Task brief: Reproduce every entry exactly and leave its pictures out.

-- Opening Marker --

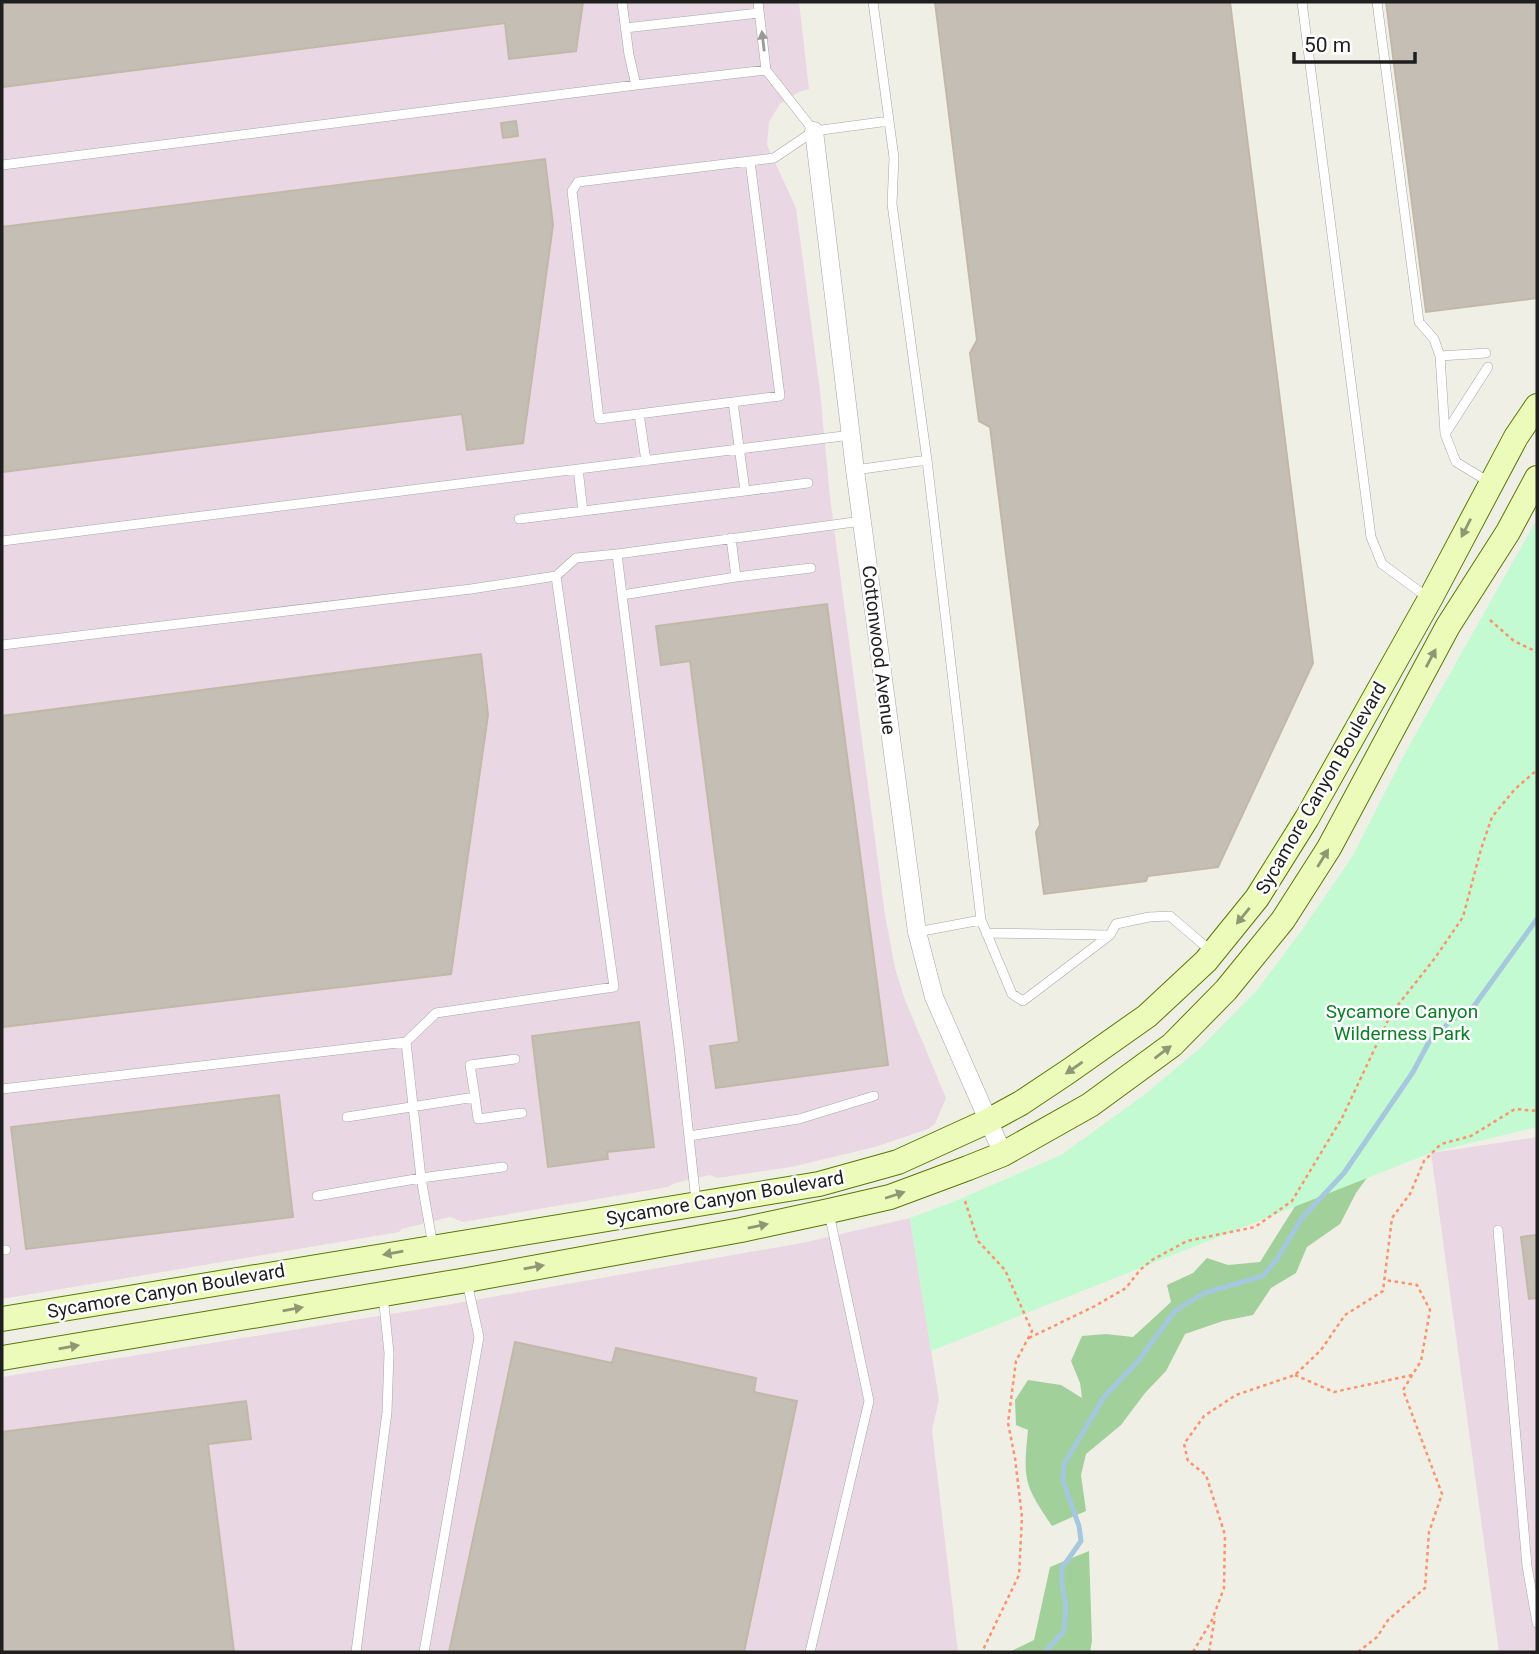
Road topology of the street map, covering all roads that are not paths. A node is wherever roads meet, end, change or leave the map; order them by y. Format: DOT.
graph roads {
  1 [pos="622,2"];
  2 [pos="758,2"];
  3 [pos="873,2"];
  4 [pos="1302,2"];
  5 [pos="1377,2"];
  6 [pos="760,13"];
  7 [pos="625,28"];
  8 [pos="766,70"];
  9 [pos="636,85"];
  10 [pos="889,121"];
  11 [pos="814,131"];
  12 [pos="750,161"];
  13 [pos="2,165"];
  14 [pos="1486,353"];
  15 [pos="1440,356"];
  16 [pos="1488,368"];
  17 [pos="733,402"];
  18 [pos="1537,406"];
  19 [pos="639,414"];
  20 [pos="1445,434"];
  21 [pos="851,435"];
  22 [pos="740,449"];
  23 [pos="927,460"];
  24 [pos="646,461"];
  25 [pos="578,469"];
  26 [pos="855,470"];
  27 [pos="1537,478"];
  28 [pos="808,483"];
  29 [pos="1490,483"];
  30 [pos="745,491"];
  31 [pos="583,511"];
  32 [pos="519,519"];
  33 [pos="862,521"];
  34 [pos="731,538"];
  35 [pos="2,541"];
  36 [pos="617,554"];
  37 [pos="811,568"];
  38 [pos="556,576"];
  39 [pos="736,577"];
  40 [pos="622,594"];
  41 [pos="1430,599"];
  42 [pos="2,645"];
  43 [pos="981,920"];
  44 [pos="917,932"];
  45 [pos="986,933"];
  46 [pos="1110,935"];
  47 [pos="1213,953"];
  48 [pos="405,1042"];
  49 [pos="515,1059"];
  50 [pos="2,1089"];
  51 [pos="874,1096"];
  52 [pos="475,1097"];
  53 [pos="413,1106"];
  54 [pos="522,1113"];
  55 [pos="347,1117"];
  56 [pos="988,1121"];
  57 [pos="689,1136"];
  58 [pos="1003,1154"];
  59 [pos="503,1167"];
  60 [pos="421,1178"];
  61 [pos="317,1196"];
  62 [pos="696,1205"];
  63 [pos="828,1211"];
  64 [pos="1498,1230"];
  65 [pos="433,1247"];
  66 [pos="467,1280"];
  67 [pos="383,1294"];
  68 [pos="2,1319"];
  69 [pos="2,1358"];
  70 [pos="1537,1626"];
  71 [pos="356,1652"];
  72 [pos="424,1652"];
  73 [pos="810,1652"];
  1 -- 7 [label="lane"];
  2 -- 6 [label="lane"];
  3 -- 10 [label="lane"];
  4 -- 41 [label="lane"];
  5 -- 15 [label="lane"];
  6 -- 7 [label="lane"];
  8 -- 6 [label="lane, one-way"];
  7 -- 9 [label="lane"];
  8 -- 9 [label="lane"];
  8 -- 11 [label="lane"];
  9 -- 13 [label="lane"];
  10 -- 11 [label="lane"];
  10 -- 23 [label="lane"];
  11 -- 12 [label="lane"];
  11 -- 21 [label="street, Cottonwood Avenue"];
  12 -- 17 [label="lane"];
  12 -- 19 [label="lane"];
  14 -- 15 [label="lane"];
  15 -- 20 [label="lane"];
  16 -- 20 [label="lane"];
  17 -- 19 [label="lane"];
  17 -- 22 [label="lane"];
  18 -- 29 [label="main road, Sycamore Canyon Boulevard"];
  19 -- 24 [label="lane"];
  20 -- 29 [label="lane"];
  21 -- 22 [label="lane"];
  21 -- 26 [label="street, Cottonwood Avenue"];
  22 -- 24 [label="lane"];
  22 -- 30 [label="lane"];
  23 -- 26 [label="lane"];
  23 -- 43 [label="lane"];
  24 -- 25 [label="lane"];
  25 -- 31 [label="lane"];
  25 -- 35 [label="lane"];
  26 -- 33 [label="street, Cottonwood Avenue"];
  58 -- 27 [label="main road, Sycamore Canyon Boulevard, one-way"];
  28 -- 30 [label="lane"];
  29 -- 41 [label="main road, Sycamore Canyon Boulevard, one-way"];
  30 -- 31 [label="lane"];
  31 -- 32 [label="lane"];
  33 -- 34 [label="lane"];
  33 -- 44 [label="street, Cottonwood Avenue"];
  34 -- 36 [label="lane"];
  34 -- 39 [label="lane"];
  36 -- 38 [label="lane"];
  36 -- 40 [label="lane"];
  37 -- 39 [label="lane"];
  38 -- 42 [label="lane"];
  38 -- 48 [label="lane"];
  39 -- 40 [label="lane"];
  40 -- 57 [label="lane"];
  41 -- 47 [label="main road, Sycamore Canyon Boulevard, one-way"];
  43 -- 44 [label="lane"];
  43 -- 45 [label="lane"];
  44 -- 56 [label="street, Cottonwood Avenue"];
  45 -- 46 [label="lane"];
  45 -- 46 [label="lane"];
  46 -- 47 [label="lane"];
  47 -- 56 [label="main road, Sycamore Canyon Boulevard, one-way"];
  48 -- 50 [label="lane"];
  48 -- 53 [label="lane"];
  49 -- 52 [label="lane"];
  51 -- 57 [label="lane"];
  52 -- 53 [label="lane"];
  52 -- 54 [label="lane"];
  53 -- 55 [label="lane"];
  53 -- 60 [label="lane"];
  56 -- 58 [label="street, Cottonwood Avenue"];
  56 -- 62 [label="main road, Sycamore Canyon Boulevard"];
  57 -- 62 [label="lane"];
  63 -- 58 [label="main road, Sycamore Canyon Boulevard, one-way"];
  59 -- 60 [label="lane"];
  60 -- 61 [label="lane"];
  60 -- 65 [label="lane"];
  62 -- 65 [label="main road, Sycamore Canyon Boulevard"];
  66 -- 63 [label="main road, Sycamore Canyon Boulevard, one-way"];
  63 -- 73 [label="lane"];
  64 -- 70 [label="lane"];
  65 -- 68 [label="main road, Sycamore Canyon Boulevard, one-way"];
  66 -- 67 [label="main road, Sycamore Canyon Boulevard"];
  66 -- 72 [label="lane"];
  69 -- 67 [label="main road, Sycamore Canyon Boulevard, one-way"];
  67 -- 71 [label="lane"];
}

-- Closing Marker --

Result for this exercise:
Road topology of the street map, covering all roads that are not paths. A node is wherever roads meet, end, change or leave the map; order them by y. Format: DOT.
graph roads {
  1 [pos="622,2"];
  2 [pos="758,2"];
  3 [pos="873,2"];
  4 [pos="1302,2"];
  5 [pos="1377,2"];
  6 [pos="760,13"];
  7 [pos="625,28"];
  8 [pos="766,70"];
  9 [pos="636,85"];
  10 [pos="889,121"];
  11 [pos="814,131"];
  12 [pos="750,161"];
  13 [pos="2,165"];
  14 [pos="1486,353"];
  15 [pos="1440,356"];
  16 [pos="1488,368"];
  17 [pos="733,402"];
  18 [pos="1537,406"];
  19 [pos="639,414"];
  20 [pos="1445,434"];
  21 [pos="851,435"];
  22 [pos="740,449"];
  23 [pos="927,460"];
  24 [pos="646,461"];
  25 [pos="578,469"];
  26 [pos="855,470"];
  27 [pos="1537,478"];
  28 [pos="808,483"];
  29 [pos="1490,483"];
  30 [pos="745,491"];
  31 [pos="583,511"];
  32 [pos="519,519"];
  33 [pos="862,521"];
  34 [pos="731,538"];
  35 [pos="2,541"];
  36 [pos="617,554"];
  37 [pos="811,568"];
  38 [pos="556,576"];
  39 [pos="736,577"];
  40 [pos="622,594"];
  41 [pos="1430,599"];
  42 [pos="2,645"];
  43 [pos="981,920"];
  44 [pos="917,932"];
  45 [pos="986,933"];
  46 [pos="1110,935"];
  47 [pos="1213,953"];
  48 [pos="405,1042"];
  49 [pos="515,1059"];
  50 [pos="2,1089"];
  51 [pos="874,1096"];
  52 [pos="475,1097"];
  53 [pos="413,1106"];
  54 [pos="522,1113"];
  55 [pos="347,1117"];
  56 [pos="988,1121"];
  57 [pos="689,1136"];
  58 [pos="1003,1154"];
  59 [pos="503,1167"];
  60 [pos="421,1178"];
  61 [pos="317,1196"];
  62 [pos="696,1205"];
  63 [pos="828,1211"];
  64 [pos="1498,1230"];
  65 [pos="433,1247"];
  66 [pos="467,1280"];
  67 [pos="383,1294"];
  68 [pos="2,1319"];
  69 [pos="2,1358"];
  70 [pos="1537,1626"];
  71 [pos="356,1652"];
  72 [pos="424,1652"];
  73 [pos="810,1652"];
  1 -- 7 [label="lane"];
  2 -- 6 [label="lane"];
  3 -- 10 [label="lane"];
  4 -- 41 [label="lane"];
  5 -- 15 [label="lane"];
  6 -- 7 [label="lane"];
  8 -- 6 [label="lane, one-way"];
  7 -- 9 [label="lane"];
  8 -- 9 [label="lane"];
  8 -- 11 [label="lane"];
  9 -- 13 [label="lane"];
  10 -- 11 [label="lane"];
  10 -- 23 [label="lane"];
  11 -- 12 [label="lane"];
  11 -- 21 [label="street, Cottonwood Avenue"];
  12 -- 17 [label="lane"];
  12 -- 19 [label="lane"];
  14 -- 15 [label="lane"];
  15 -- 20 [label="lane"];
  16 -- 20 [label="lane"];
  17 -- 19 [label="lane"];
  17 -- 22 [label="lane"];
  18 -- 29 [label="main road, Sycamore Canyon Boulevard"];
  19 -- 24 [label="lane"];
  20 -- 29 [label="lane"];
  21 -- 22 [label="lane"];
  21 -- 26 [label="street, Cottonwood Avenue"];
  22 -- 24 [label="lane"];
  22 -- 30 [label="lane"];
  23 -- 26 [label="lane"];
  23 -- 43 [label="lane"];
  24 -- 25 [label="lane"];
  25 -- 31 [label="lane"];
  25 -- 35 [label="lane"];
  26 -- 33 [label="street, Cottonwood Avenue"];
  58 -- 27 [label="main road, Sycamore Canyon Boulevard, one-way"];
  28 -- 30 [label="lane"];
  29 -- 41 [label="main road, Sycamore Canyon Boulevard, one-way"];
  30 -- 31 [label="lane"];
  31 -- 32 [label="lane"];
  33 -- 34 [label="lane"];
  33 -- 44 [label="street, Cottonwood Avenue"];
  34 -- 36 [label="lane"];
  34 -- 39 [label="lane"];
  36 -- 38 [label="lane"];
  36 -- 40 [label="lane"];
  37 -- 39 [label="lane"];
  38 -- 42 [label="lane"];
  38 -- 48 [label="lane"];
  39 -- 40 [label="lane"];
  40 -- 57 [label="lane"];
  41 -- 47 [label="main road, Sycamore Canyon Boulevard, one-way"];
  43 -- 44 [label="lane"];
  43 -- 45 [label="lane"];
  44 -- 56 [label="street, Cottonwood Avenue"];
  45 -- 46 [label="lane"];
  45 -- 46 [label="lane"];
  46 -- 47 [label="lane"];
  47 -- 56 [label="main road, Sycamore Canyon Boulevard, one-way"];
  48 -- 50 [label="lane"];
  48 -- 53 [label="lane"];
  49 -- 52 [label="lane"];
  51 -- 57 [label="lane"];
  52 -- 53 [label="lane"];
  52 -- 54 [label="lane"];
  53 -- 55 [label="lane"];
  53 -- 60 [label="lane"];
  56 -- 58 [label="street, Cottonwood Avenue"];
  56 -- 62 [label="main road, Sycamore Canyon Boulevard"];
  57 -- 62 [label="lane"];
  63 -- 58 [label="main road, Sycamore Canyon Boulevard, one-way"];
  59 -- 60 [label="lane"];
  60 -- 61 [label="lane"];
  60 -- 65 [label="lane"];
  62 -- 65 [label="main road, Sycamore Canyon Boulevard"];
  66 -- 63 [label="main road, Sycamore Canyon Boulevard, one-way"];
  63 -- 73 [label="lane"];
  64 -- 70 [label="lane"];
  65 -- 68 [label="main road, Sycamore Canyon Boulevard, one-way"];
  66 -- 67 [label="main road, Sycamore Canyon Boulevard"];
  66 -- 72 [label="lane"];
  69 -- 67 [label="main road, Sycamore Canyon Boulevard, one-way"];
  67 -- 71 [label="lane"];
}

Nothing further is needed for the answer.